WORK REQUEST:
Repeat the records exactly, minus the pictures.

━━━ RECORDS SHOWN

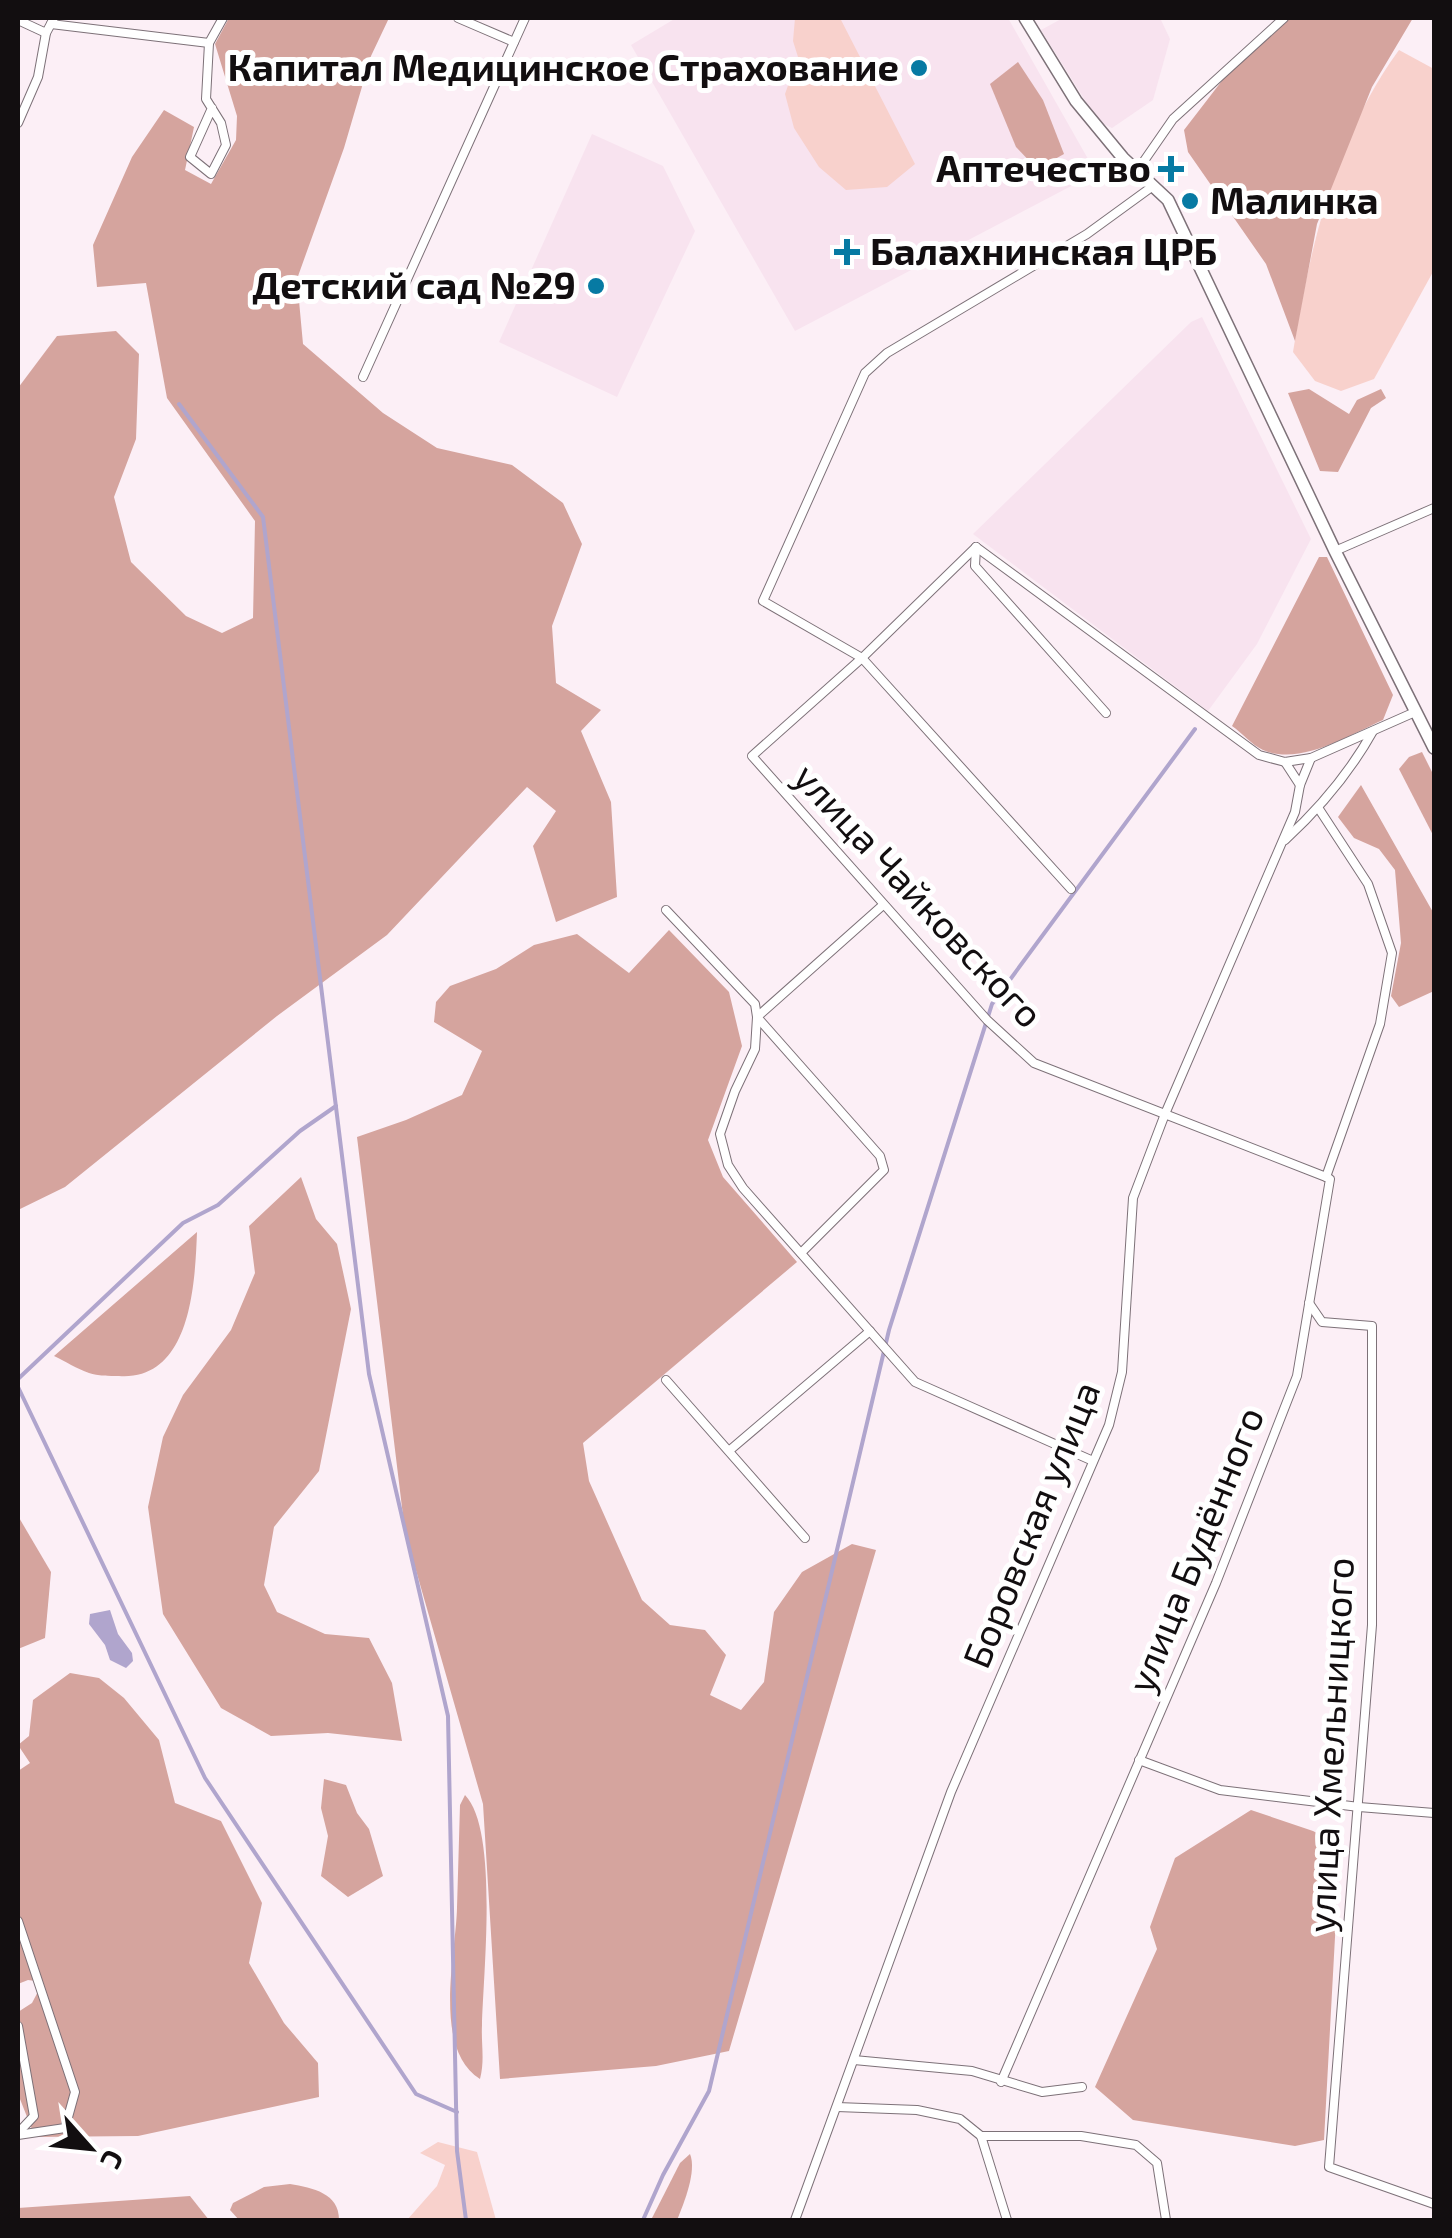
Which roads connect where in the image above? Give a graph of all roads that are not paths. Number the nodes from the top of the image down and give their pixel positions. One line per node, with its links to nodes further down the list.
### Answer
1 (224, 18): 9 (street)
2 (458, 18): 8 (street)
3 (525, 18): 8 (street)
4 (1025, 18): 12 (street)
5 (1284, 18): 12 (street)
6 (18, 20): 7 (street)
7 (50, 25): 9 (street); 11 (street)
8 (514, 42): 14 (street)
9 (209, 43): 10 (street)
10 (212, 108): 10 (street)
11 (18, 123)
12 (1137, 171): 13 (street)
13 (1153, 186): 17 (street); 18 (street)
14 (363, 376)
15 (1434, 508): 17 (street)
16 (976, 547): 18 (street); 20 (street); 24 (street)
17 (1335, 551): 19 (street)
18 (862, 658): 28 (street); 29 (street, улица Чайковского)
19 (1415, 712): 21 (street); 22 (street)
20 (1106, 713)
21 (1373, 730): 23 (street); 26 (street, Боровская улица)
22 (1434, 748)
23 (1311, 758): 24 (street); 25 (street, Боровская улица)
24 (1285, 762): 25 (street)
25 (1300, 785): 27 (street, Боровская улица)
26 (1319, 809): 27 (street, Боровская улица); 33 (street, улица Будённого)
27 (1282, 844): 32 (street, Боровская улица)
28 (1072, 889)
29 (883, 905): 31 (street); 32 (street, улица Чайковского)
30 (666, 910): 31 (street)
31 (757, 1017): 34 (street); 34 (street)
32 (1165, 1114): 33 (street, улица Чайковского); 39 (street, Боровская улица)
33 (1326, 1177): 35 (street, улица Будённого)
34 (801, 1252): 36 (street)
35 (1309, 1303): 41 (street, улица Будённого); 42 (street, улица Хмельницкого)
36 (870, 1332): 38 (street); 39 (street)
37 (666, 1380): 38 (street)
38 (730, 1450): 40 (street)
39 (1094, 1461): 46 (street, Боровская улица)
40 (806, 1538)
41 (1139, 1760): 42 (street); 47 (street, улица Будённого)
42 (1359, 1808): 43 (street); 52 (street, улица Хмельницкого)
43 (1434, 1812)
44 (18, 1921): 50 (street)
45 (18, 2026): 50 (street)
46 (854, 2060): 47 (street); 49 (street, Боровская улица)
47 (1001, 2082): 48 (street)
48 (1082, 2087)
49 (837, 2107): 51 (street); 53 (street, Боровская улица)
50 (18, 2134)
51 (981, 2136): 54 (street); 55 (street)
52 (1434, 2204)
53 (795, 2220)
54 (1007, 2220)
55 (1166, 2220)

━━━━━━

WRITTEN REPLY:
Which roads connect where in the image above? Give a graph of all roads that are not paths. Number the nodes from the top of the image down and give their pixel positions. One line per node, with its links to nodes further down the list.
### Answer
1 (224, 18): 9 (street)
2 (458, 18): 8 (street)
3 (525, 18): 8 (street)
4 (1025, 18): 12 (street)
5 (1284, 18): 12 (street)
6 (18, 20): 7 (street)
7 (50, 25): 9 (street); 11 (street)
8 (514, 42): 14 (street)
9 (209, 43): 10 (street)
10 (212, 108): 10 (street)
11 (18, 123)
12 (1137, 171): 13 (street)
13 (1153, 186): 17 (street); 18 (street)
14 (363, 376)
15 (1434, 508): 17 (street)
16 (976, 547): 18 (street); 20 (street); 24 (street)
17 (1335, 551): 19 (street)
18 (862, 658): 28 (street); 29 (street, улица Чайковского)
19 (1415, 712): 21 (street); 22 (street)
20 (1106, 713)
21 (1373, 730): 23 (street); 26 (street, Боровская улица)
22 (1434, 748)
23 (1311, 758): 24 (street); 25 (street, Боровская улица)
24 (1285, 762): 25 (street)
25 (1300, 785): 27 (street, Боровская улица)
26 (1319, 809): 27 (street, Боровская улица); 33 (street, улица Будённого)
27 (1282, 844): 32 (street, Боровская улица)
28 (1072, 889)
29 (883, 905): 31 (street); 32 (street, улица Чайковского)
30 (666, 910): 31 (street)
31 (757, 1017): 34 (street); 34 (street)
32 (1165, 1114): 33 (street, улица Чайковского); 39 (street, Боровская улица)
33 (1326, 1177): 35 (street, улица Будённого)
34 (801, 1252): 36 (street)
35 (1309, 1303): 41 (street, улица Будённого); 42 (street, улица Хмельницкого)
36 (870, 1332): 38 (street); 39 (street)
37 (666, 1380): 38 (street)
38 (730, 1450): 40 (street)
39 (1094, 1461): 46 (street, Боровская улица)
40 (806, 1538)
41 (1139, 1760): 42 (street); 47 (street, улица Будённого)
42 (1359, 1808): 43 (street); 52 (street, улица Хмельницкого)
43 (1434, 1812)
44 (18, 1921): 50 (street)
45 (18, 2026): 50 (street)
46 (854, 2060): 47 (street); 49 (street, Боровская улица)
47 (1001, 2082): 48 (street)
48 (1082, 2087)
49 (837, 2107): 51 (street); 53 (street, Боровская улица)
50 (18, 2134)
51 (981, 2136): 54 (street); 55 (street)
52 (1434, 2204)
53 (795, 2220)
54 (1007, 2220)
55 (1166, 2220)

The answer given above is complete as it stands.